C’est l’heure du repas de midi. Je suis invité par mon patron, après une longue réunion, à partager un déjeuner au restaurant. Il commence le repas en me contant une anecdote: «Tu sais, Sébastien, il y a quelques années une entreprise étrangère a voulu racheter la nôtre. Lors de la première réunion de négociation, après de longues discussions, ils m’ont servi le déjeuner: des tartines de pain blanc au fromage avec un verre lait. À ce moment précis, je me suis dit: je ne pourrais jamais travailler au quotidien avec des gens qui mangent ça!
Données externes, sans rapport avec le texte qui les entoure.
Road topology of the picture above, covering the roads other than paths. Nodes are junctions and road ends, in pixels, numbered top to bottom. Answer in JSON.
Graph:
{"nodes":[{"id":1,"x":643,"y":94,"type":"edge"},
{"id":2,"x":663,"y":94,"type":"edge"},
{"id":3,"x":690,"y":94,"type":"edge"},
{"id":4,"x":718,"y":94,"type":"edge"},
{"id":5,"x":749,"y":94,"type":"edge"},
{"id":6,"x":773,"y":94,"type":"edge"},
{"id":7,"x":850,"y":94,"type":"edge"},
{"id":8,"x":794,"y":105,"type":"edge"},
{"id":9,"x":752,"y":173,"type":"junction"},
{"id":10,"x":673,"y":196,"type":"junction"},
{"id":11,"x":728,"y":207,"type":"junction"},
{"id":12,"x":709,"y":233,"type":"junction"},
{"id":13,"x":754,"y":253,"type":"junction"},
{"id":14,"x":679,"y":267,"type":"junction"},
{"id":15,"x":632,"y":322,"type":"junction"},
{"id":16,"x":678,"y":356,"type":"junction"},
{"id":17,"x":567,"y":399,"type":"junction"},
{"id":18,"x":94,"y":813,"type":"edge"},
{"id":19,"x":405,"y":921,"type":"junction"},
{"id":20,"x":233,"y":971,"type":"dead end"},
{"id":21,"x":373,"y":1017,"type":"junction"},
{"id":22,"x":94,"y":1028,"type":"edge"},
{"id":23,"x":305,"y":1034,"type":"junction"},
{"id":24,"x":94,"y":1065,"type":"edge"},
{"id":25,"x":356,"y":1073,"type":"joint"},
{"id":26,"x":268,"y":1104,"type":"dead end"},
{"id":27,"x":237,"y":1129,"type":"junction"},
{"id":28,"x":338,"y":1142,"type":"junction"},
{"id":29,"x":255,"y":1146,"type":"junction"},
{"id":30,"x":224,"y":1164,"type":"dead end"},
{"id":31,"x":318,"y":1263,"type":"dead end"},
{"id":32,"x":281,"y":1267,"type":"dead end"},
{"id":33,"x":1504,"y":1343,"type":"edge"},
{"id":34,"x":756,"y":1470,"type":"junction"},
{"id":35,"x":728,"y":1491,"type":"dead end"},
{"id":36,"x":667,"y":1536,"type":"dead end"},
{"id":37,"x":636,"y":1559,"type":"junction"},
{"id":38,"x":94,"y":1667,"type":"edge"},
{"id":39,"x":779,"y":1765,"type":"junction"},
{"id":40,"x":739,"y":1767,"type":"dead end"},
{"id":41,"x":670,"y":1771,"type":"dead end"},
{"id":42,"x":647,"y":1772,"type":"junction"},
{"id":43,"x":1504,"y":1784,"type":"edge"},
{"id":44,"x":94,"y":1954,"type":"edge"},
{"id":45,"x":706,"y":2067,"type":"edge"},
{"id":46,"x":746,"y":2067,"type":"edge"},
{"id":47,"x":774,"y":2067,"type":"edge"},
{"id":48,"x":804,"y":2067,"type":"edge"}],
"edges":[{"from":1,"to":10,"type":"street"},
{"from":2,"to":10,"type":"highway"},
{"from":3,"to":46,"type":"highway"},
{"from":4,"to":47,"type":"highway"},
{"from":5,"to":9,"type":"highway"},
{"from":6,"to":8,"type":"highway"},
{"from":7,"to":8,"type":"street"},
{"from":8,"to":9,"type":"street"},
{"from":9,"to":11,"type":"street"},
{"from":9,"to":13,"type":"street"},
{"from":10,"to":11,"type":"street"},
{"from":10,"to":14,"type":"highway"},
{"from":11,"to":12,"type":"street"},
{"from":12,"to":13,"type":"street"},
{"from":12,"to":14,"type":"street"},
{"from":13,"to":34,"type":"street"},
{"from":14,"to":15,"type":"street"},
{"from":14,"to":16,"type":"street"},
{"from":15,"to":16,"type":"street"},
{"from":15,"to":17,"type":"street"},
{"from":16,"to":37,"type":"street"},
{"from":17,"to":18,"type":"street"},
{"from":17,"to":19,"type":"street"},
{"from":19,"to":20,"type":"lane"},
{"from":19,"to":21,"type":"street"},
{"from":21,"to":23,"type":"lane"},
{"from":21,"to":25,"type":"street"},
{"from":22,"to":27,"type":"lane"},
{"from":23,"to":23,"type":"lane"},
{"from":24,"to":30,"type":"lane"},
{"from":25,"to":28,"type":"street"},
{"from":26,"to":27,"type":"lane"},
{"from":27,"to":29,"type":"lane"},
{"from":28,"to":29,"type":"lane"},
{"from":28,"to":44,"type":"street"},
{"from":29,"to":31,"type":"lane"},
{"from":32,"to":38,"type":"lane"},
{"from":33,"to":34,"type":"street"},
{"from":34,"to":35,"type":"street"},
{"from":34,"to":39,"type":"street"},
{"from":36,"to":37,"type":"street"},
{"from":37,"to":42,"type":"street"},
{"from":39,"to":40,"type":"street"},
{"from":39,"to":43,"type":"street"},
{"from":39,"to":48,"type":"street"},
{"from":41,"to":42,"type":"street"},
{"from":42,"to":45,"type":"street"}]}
C’était clair, on allait refuser le deal». C’était il y a quelques années et cela me parut très drôle, mais aussi assez excessif: comment est-ce que ces fades tartines avaient-elles pu l’emporter sur les rigoureuses analyses financières? Pas trop le temps d’y réfléchir: l’entrée arrivait, suivie du plat, avec bien sûr du vin, pour terminer par un dessert maison, avec son immanquable café. Cette discussion et ce repas qui eurent lieu quand je travaillais pour un autre employeur, m’ont rappelé à quel point j’aimais manger et prendre le temps de le faire, à quelle point ma vie sociale et familiale était intimement liée à la table, aux rituels qui accompagnent le partage de chaque aliment, aux émotions et aux souvenirs générés par ces moments simples, souvent précieux. Quand j’ai commencé à travailler au quotidien pour la protection de la nature, cela n’a pas été simple pour moi d’apprendre, au fil de mes lectures, que notre système alimentaire a un impact décisif sur le réchauffement global et que ma manière de m’alimenter n’était pas neutre.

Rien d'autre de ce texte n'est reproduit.